Imagining an internet that serves environmental justice

11 Nov 2020 12:20h - 13:20h

Event report

The workshop focused on the mapping of key policy crossroads for environmental justice and Internet governance. The main questions were the relationship between environmental and digital rights, and the ways to establish shared priorities, said Ms Paula Martins (Association for Progressive Communications). In a way, the differentiation between rights is artificial; digital rights are the new face of human rights in our digital societies. Movements working for environmental justice do not always join forces, and issues should not be tackled in isolation. Different languages, policy spaces, and strategies should come together in a shared agenda for a rights-based Internet governance that accounts for environmental rights.

Mr Yunusa Ya’u (Centre for Information Technology and Development) agreed that there is no difference between rights, just a question of emphasis. He exemplified this by saying that the right to education and the right to information today depend on the access to digital means. Similarly, citizens should also participate in the decision-making process regarding environmental rights. Participation is digitally available and there is no reason to exclude anyone. This would extend then to the questions of affordable and cleaner energy, and ‘if people’s perspectives are excluded, by extension environmental justice is missing,’ concluded Ya’u. Mr Leandro Navarro (University Barcelona and Pangea) added that talking about rights is a human-centric perspective. We should think more of the natural environment as an actor as it can, in different contexts, enhance or reduce rights, inequalities, discrimination, etc. He shared a diagram illustrating how today we live in a small space of safety and justice for humanity, between the minimal, social boundaries (determined by human rights) and the maximum, planetary boundaries (determined by environmental limits). ‘We require a kind of self-regulating system that maintains the social and planetary boundaries for life on the planet and in this space to ensure the right to nature as a global good and it needs to be carefully governed as global commons,’ stressed Navarro.

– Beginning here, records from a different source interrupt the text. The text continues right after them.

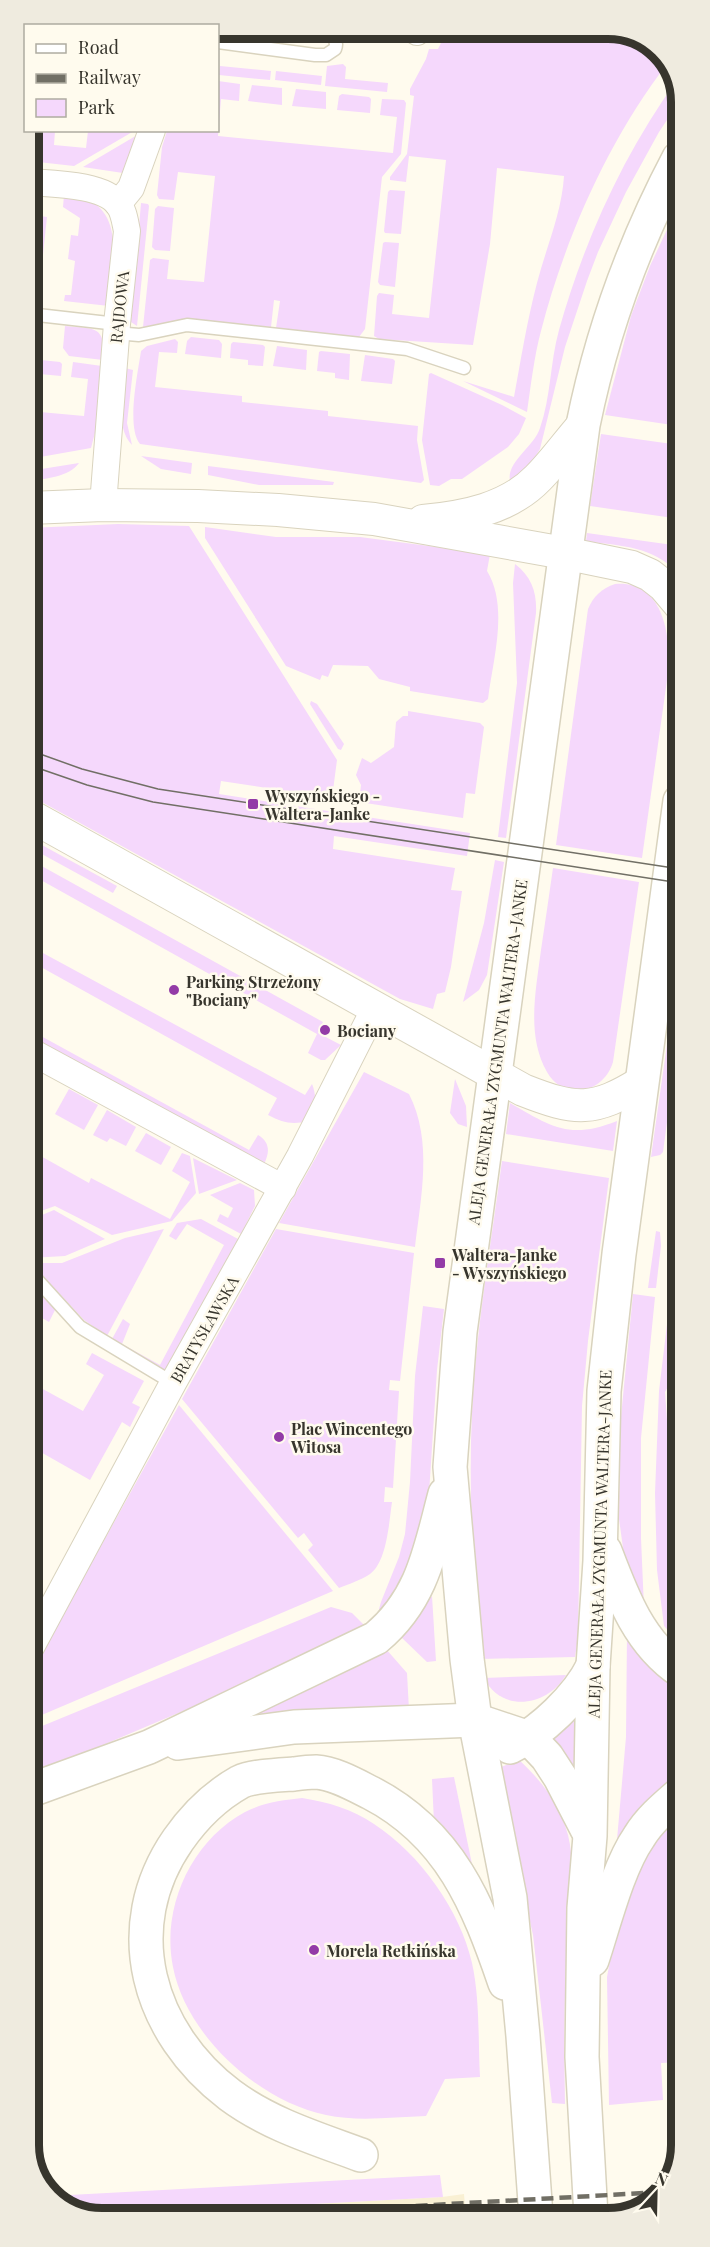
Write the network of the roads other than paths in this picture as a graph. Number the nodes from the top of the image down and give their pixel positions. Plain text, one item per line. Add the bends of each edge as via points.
1 (335, 39) edge
2 (219, 42) edge
3 (151, 132) edge
4 (671, 174) edge
5 (39, 183) edge
6 (118, 204) junction
7 (39, 316) edge
8 (116, 329) junction
9 (464, 368) dead end
10 (583, 425) junction
11 (103, 505) junction
12 (39, 508) edge
13 (398, 523) junction
14 (564, 553) junction
15 (671, 594) edge
16 (39, 821) edge
17 (671, 868) edge
18 (671, 948) edge
19 (655, 987) junction
20 (375, 1008) junction
21 (39, 1056) edge
22 (494, 1075) junction
23 (642, 1082) junction
24 (283, 1188) junction
25 (39, 1282) edge
26 (173, 1383) junction
27 (451, 1472) junction
28 (600, 1538) junction
29 (39, 1629) edge
30 (671, 1664) edge
31 (593, 1666) junction
32 (476, 1720) junction
33 (529, 1738) junction
34 (149, 1747) junction
35 (482, 1761) junction
36 (39, 1787) edge
37 (671, 1802) edge
38 (590, 1836) junction
39 (583, 1987) junction
40 (523, 2036) junction
41 (361, 2155) dead end
42 (535, 2208) edge
43 (591, 2208) edge

1 - 2 lane via 335,49 326,55
3 - 6 street via 131,188
4 - 10 main road, ALEJA GENERAŁA ZYGMUNTA WALTERA-JANKE via 648,220 612,312
5 - 6 street via 92,189 109,195
6 - 8 street, RAJDOWA via 127,231
7 - 8 lane
8 - 9 lane via 139,335 187,325 407,349
8 - 11 street, RAJDOWA
10 - 13 street via 538,478 507,501 470,514
10 - 14 main road, ALEJA GENERAŁA ZYGMUNTA WALTERA-JANKE
11 - 12 street
11 - 13 street via 278,510
13 - 14 street
14 - 15 street via 632,567 650,575
14 - 22 main road, ALEJA GENERAŁA ZYGMUNTA WALTERA-JANKE
16 - 20 street
17 - 19 main road, ALEJA GENERAŁA ZYGMUNTA WALTERA-JANKE
18 - 19 street
19 - 23 main road, ALEJA GENERAŁA ZYGMUNTA WALTERA-JANKE
20 - 22 street
20 - 24 street, BRATYSŁAWSKA
21 - 24 street
22 - 23 street via 544,1098 579,1106 616,1098
22 - 27 main road, ALEJA GENERAŁA ZYGMUNTA WALTERA-JANKE via 460,1332
23 - 28 main road, ALEJA GENERAŁA ZYGMUNTA WALTERA-JANKE via 607,1351
24 - 26 street, BRATYSŁAWSKA
25 - 26 lane via 80,1326
26 - 29 street, BRATYSŁAWSKA
27 - 32 main road, ALEJA GENERAŁA ZYGMUNTA WALTERA-JANKE
27 - 34 main road via 422,1575 411,1598 376,1638
28 - 30 main road via 636,1624 660,1656
28 - 31 main road, ALEJA GENERAŁA ZYGMUNTA WALTERA-JANKE
31 - 33 main road via 563,1705
31 - 38 main road, ALEJA GENERAŁA ZYGMUNTA WALTERA-JANKE
32 - 33 main road
32 - 34 main road via 294,1727
32 - 35 main road, ALEJA GENERAŁA ZYGMUNTA WALTERA-JANKE
33 - 35 main road
33 - 38 main road via 560,1777
34 - 36 main road
35 - 40 main road, ALEJA GENERAŁA ZYGMUNTA WALTERA-JANKE via 510,1898
37 - 39 main road via 637,1838
38 - 39 main road, ALEJA GENERAŁA ZYGMUNTA WALTERA-JANKE
39 - 43 main road, ALEJA GENERAŁA ZYGMUNTA WALTERA-JANKE via 582,2057
40 - 41 main road via 476,1905 458,1872 425,1833 396,1808 355,1785 318,1772 242,1781 208,1805 166,1858 148,1907 146,1960 163,2013 198,2067 229,2095 283,2126
40 - 42 main road, ALEJA GENERAŁA ZYGMUNTA WALTERA-JANKE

According to Ms Iara Moura (Intervozes – Coletivo Brasil de Comunicação Social), the interplay between rights is best seen in indigenous communities. Conflicts regarding public goods can be solved through information and communication technologies (ICTs), or be amplified when they promote extractive activities and go against the way of living of traditional communities. Besides having one global model of being connected, the traditional communities in Brazil can inspire different models that go against this speech which involves only one development model which is based on preserving public goods, and not only on economic interests, racism, or patriarchy. Ms Maryellen Crisóstomo (National Coordination of Articulation of Black Rural Quilombola Communities (CONAQ)) agreed and explained the position of Quilombola communities in the Amazon. As the traditional peoples, their vision is a harmonious coexistence with the environment, yet without access to the Internet, they are left excluded and unprotected by the government.

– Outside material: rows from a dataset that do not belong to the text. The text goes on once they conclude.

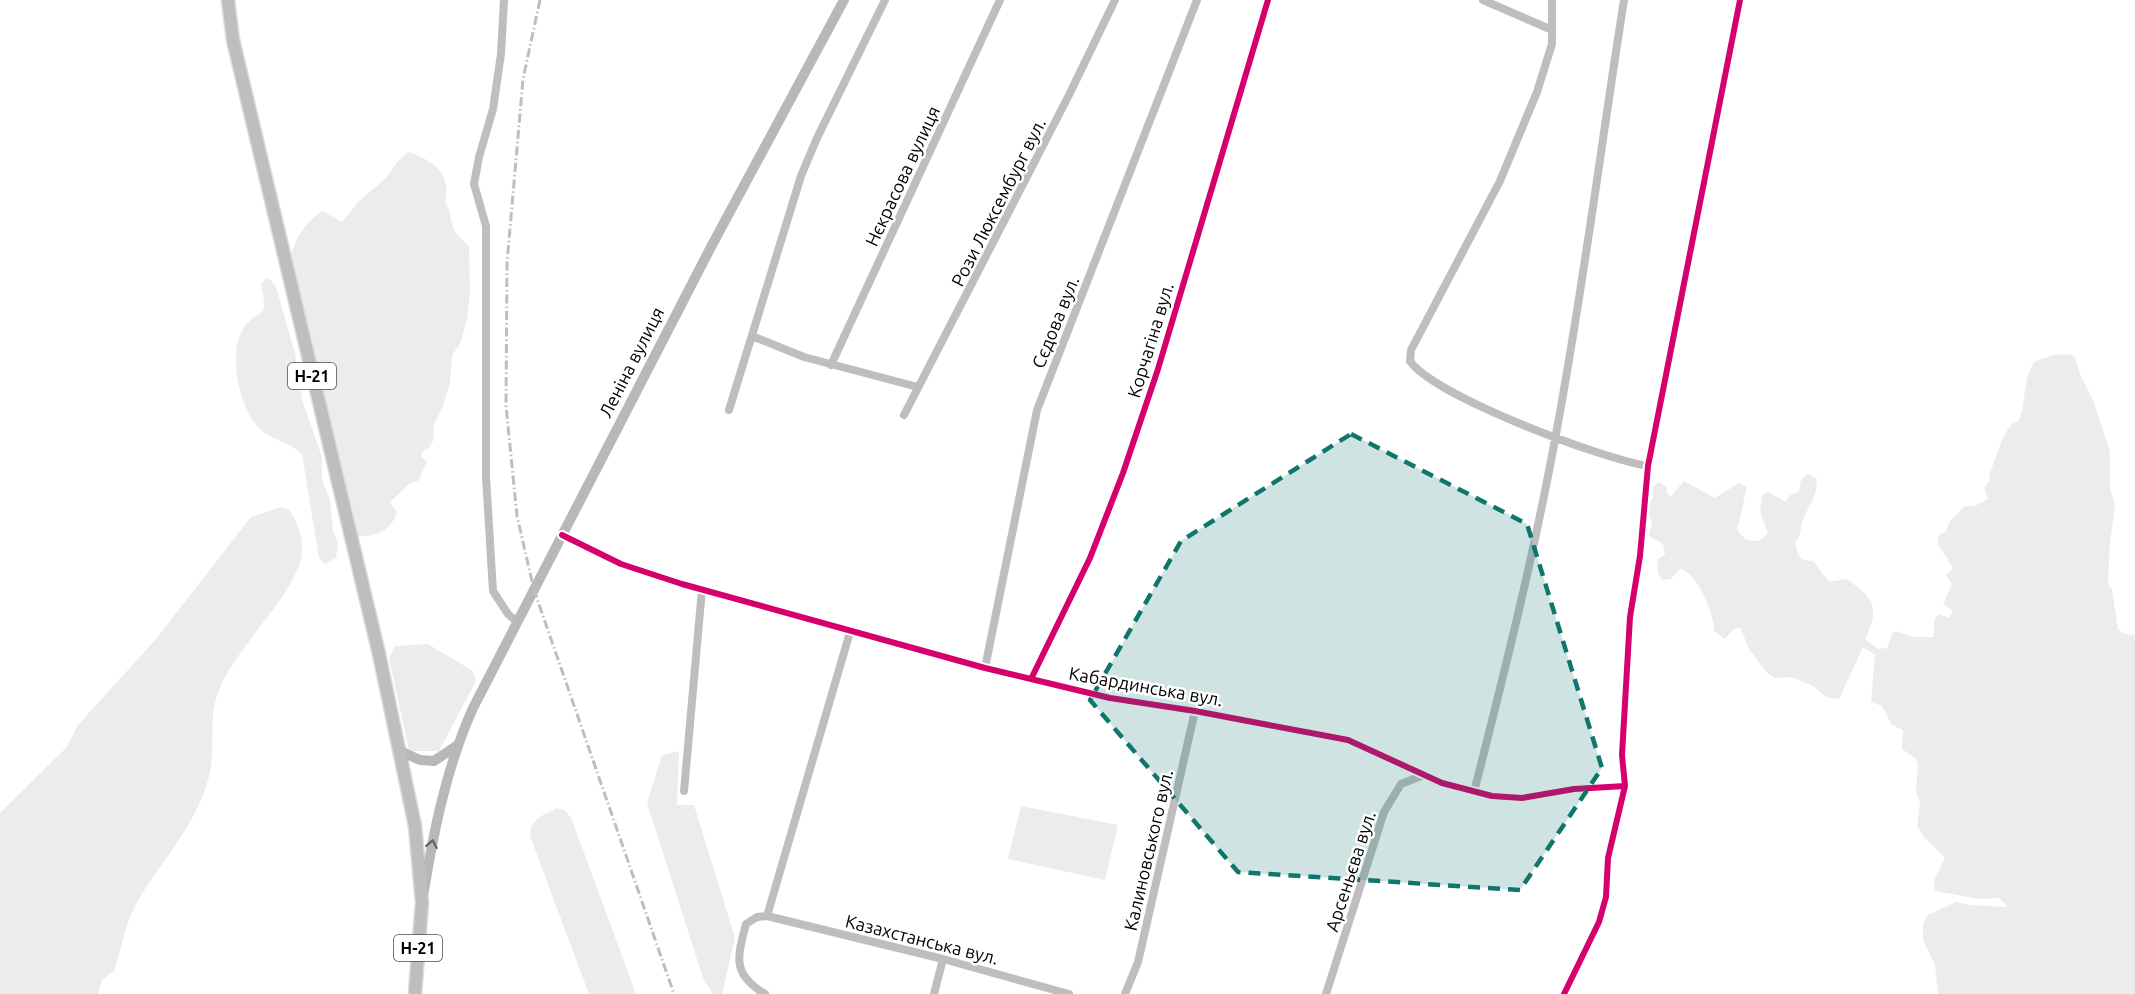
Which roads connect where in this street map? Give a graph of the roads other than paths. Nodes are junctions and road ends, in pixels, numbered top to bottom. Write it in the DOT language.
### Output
graph roads {
  1 [pos="228,0"];
  2 [pos="504,0"];
  3 [pos="844,0"];
  4 [pos="885,0"];
  5 [pos="1000,0"];
  6 [pos="1115,0"];
  7 [pos="1197,0"];
  8 [pos="1268,0"];
  9 [pos="1483,0"];
  10 [pos="1552,0"];
  11 [pos="1624,0"];
  12 [pos="1740,0"];
  13 [pos="1552,30"];
  14 [pos="752,336"];
  15 [pos="831,365"];
  16 [pos="918,387"];
  17 [pos="729,411"];
  18 [pos="904,415"];
  19 [pos="1556,437"];
  20 [pos="1648,466"];
  21 [pos="562,535"];
  22 [pos="702,589"];
  23 [pos="516,621"];
  24 [pos="850,632"];
  25 [pos="985,668"];
  26 [pos="1032,677"];
  27 [pos="1195,711"];
  28 [pos="458,744"];
  29 [pos="400,751"];
  30 [pos="1424,775"];
  31 [pos="1625,786"];
  32 [pos="684,791"];
  33 [pos="1474,792"];
  34 [pos="422,902"];
  35 [pos="767,916"];
  36 [pos="943,959"];
  37 [pos="415,994"];
  38 [pos="765,994"];
  39 [pos="934,994"];
  40 [pos="1069,994"];
  41 [pos="1125,994"];
  42 [pos="1326,994"];
  43 [pos="1564,994"];
  1 -- 29 [label="main road, Н-21"];
  2 -- 23 [label="street"];
  3 -- 21 [label="main road, Леніна вулиця"];
  4 -- 14 [label="street"];
  5 -- 15 [label="street, Нєкрасова вулиця"];
  6 -- 16 [label="street, Рози Люксембург вул."];
  7 -- 25 [label="street, Сєдова вул."];
  8 -- 26 [label="street, Корчагіна вул."];
  9 -- 13 [label="street"];
  10 -- 13 [label="street"];
  11 -- 19 [label="street"];
  12 -- 20 [label="street"];
  13 -- 19 [label="street"];
  14 -- 15 [label="street"];
  14 -- 17 [label="street"];
  15 -- 16 [label="street"];
  16 -- 18 [label="street, Рози Люксембург вул."];
  19 -- 20 [label="street"];
  19 -- 33 [label="street"];
  20 -- 31 [label="street"];
  21 -- 22 [label="street, Кабардинська вул."];
  21 -- 23 [label="main road, Леніна вулиця"];
  22 -- 24 [label="street, Кабардинська вул."];
  22 -- 32 [label="street"];
  23 -- 28 [label="main road, Леніна вулиця"];
  24 -- 25 [label="street, Кабардинська вул."];
  24 -- 35 [label="street"];
  25 -- 26 [label="street, Кабардинська вул."];
  26 -- 27 [label="street, Кабардинська вул."];
  27 -- 30 [label="street, Кабардинська вул."];
  27 -- 41 [label="street, Калиновського вул."];
  28 -- 29 [label="main road"];
  34 -- 28 [label="main road, Леніна вулиця, one-way"];
  29 -- 34 [label="main road, Н-21"];
  30 -- 33 [label="street, Кабардинська вул."];
  30 -- 42 [label="street, Арсеньєва вул."];
  31 -- 33 [label="street, Кабардинська вул."];
  31 -- 43 [label="street"];
  34 -- 37 [label="main road, Н-21"];
  35 -- 36 [label="street, Казахстанська вул."];
  35 -- 38 [label="street"];
  36 -- 39 [label="street"];
  36 -- 40 [label="street, Казахстанська вул."];
}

A new type of environmental justice governance needs to be created, and needs to analytically reflect the various aspects of ‘crossroads’ for environmental justice, Mr Pavel Antonov (Executive Editor and Co-founder, BlueLink) added. According to Antonov, these are technological, policy, and even co-operation crossroads. Mr Alan Finlay (Writer, Open Research) conducted a mapping of the environmental sector and noted that ‘sector’ is a problematic term due to its implications of an economic structure. Nonetheless, the mapping revealed six distinct groups within the environmental justice and ICT spheres. The first group are the environmental justice movements, with indigenous peoples and local communities as key progressive actors. Other actors include big business, governments, and the UN. The UN plays a convening role between the groups on a global level, and has a very structured role. Because this is an antagonistic space, the UN separates business actors and the environmental justice actors in global forums. This is the first obvious difference compared to  the Internet governance space. On the regional level, issues are diverse and messy as not all countries have signed the same agreements. Technologies and policies tend to go from the global level down to the regional. This, however, excludes local issues, and environmental advocacy needs a bottom-up ‘magnified’ approach. There is also a struggle between conservation groups and environmental justice groups. Conservation, to an extent, comes from colonial times and can be used today to portray a government doing good things, but it can disregard the systemic change that is needed, as well as community engagement.